Wouldn't "Pinetop" be more appropriate for a chainsaw forum?
 
Name of a character in one of my favorite Westerns. Anybody know? :)

Is that the one where the girl kept confusing Quigley with her husband? That's one of my favorites too. I had the pleasure of meeting Wolfgang Droege who owned Shiloh Rifle Mfg who built the rifle for Tom Selleck. I bought a Long Range Express from him when I toured the facility - basically just like the one Selleck used except mine is in 45-70. I love Sharps rifles...Shiloh's are works of art. I got to handle the actual gun when Wolfgang had it on display at one of the SHOT shows a few years back.
 
Is that the one where the girl kept confusing Quigley with her husband? That's one of my favorites too. I had the pleasure of meeting Wolfgang Droege who owned Shiloh Rifle Mfg who built the rifle for Tom Selleck. I bought a Long Range Express from him when I toured the facility - basically just like the one Selleck used except mine is in 45-70. I love Sharps rifles...Shiloh's are works of art. I got to handle the actual gun when Wolfgang had it on display at one of the SHOT shows a few years back.

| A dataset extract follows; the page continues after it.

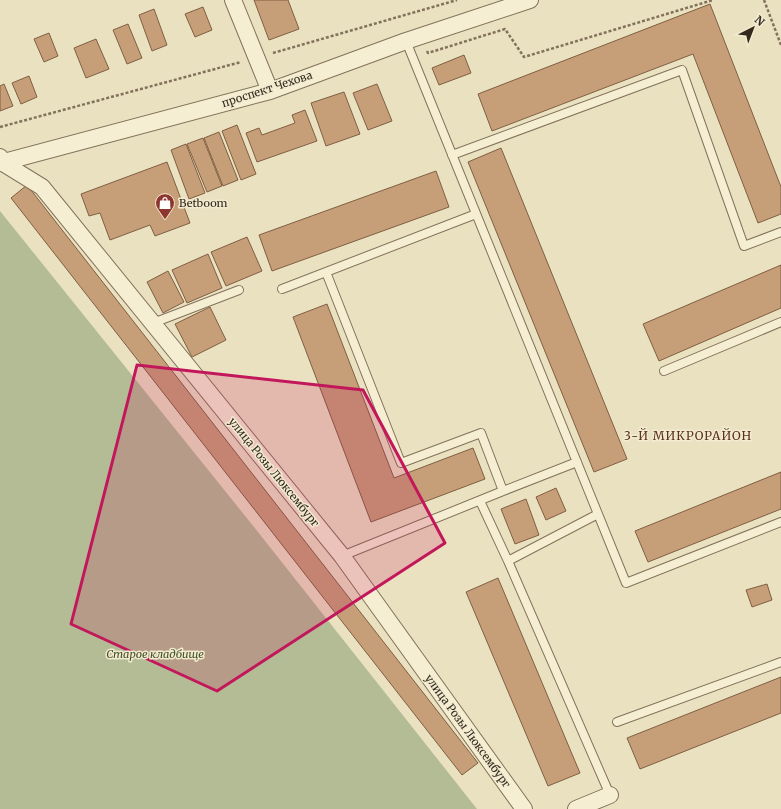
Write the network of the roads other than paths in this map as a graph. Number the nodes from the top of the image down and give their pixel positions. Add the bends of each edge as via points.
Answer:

The Quigley is 45-110 or 45-120 right?
 
The Quigley is 45-110 or 45-120 right?

I'm pretty sure it was the 45-110.

Do you know about the shot Billy Dixon made at the battle of Adobe Wells when he killed an indian at about 1500 yard a Sharps Buffalo rifle, most likely in 50-90.

Some today say it didn't happen because the gun wouldn't shoot that far but I believe it did happen as do many historians.
 
Another famous Roy Cobb

Roy Cobb

Roy Cobb was a soldier who served with the 506th Parachute Infantry Regiment, U.S. 101st Airborne Division, in Easy company during World War II. He was played by Craig Heaney in the 10-part television mini-series Band of Brothers. Roy Cobb was discharged from service after assaulting an officer in Haguenau after consuming a bottle of schnapps[citation needed].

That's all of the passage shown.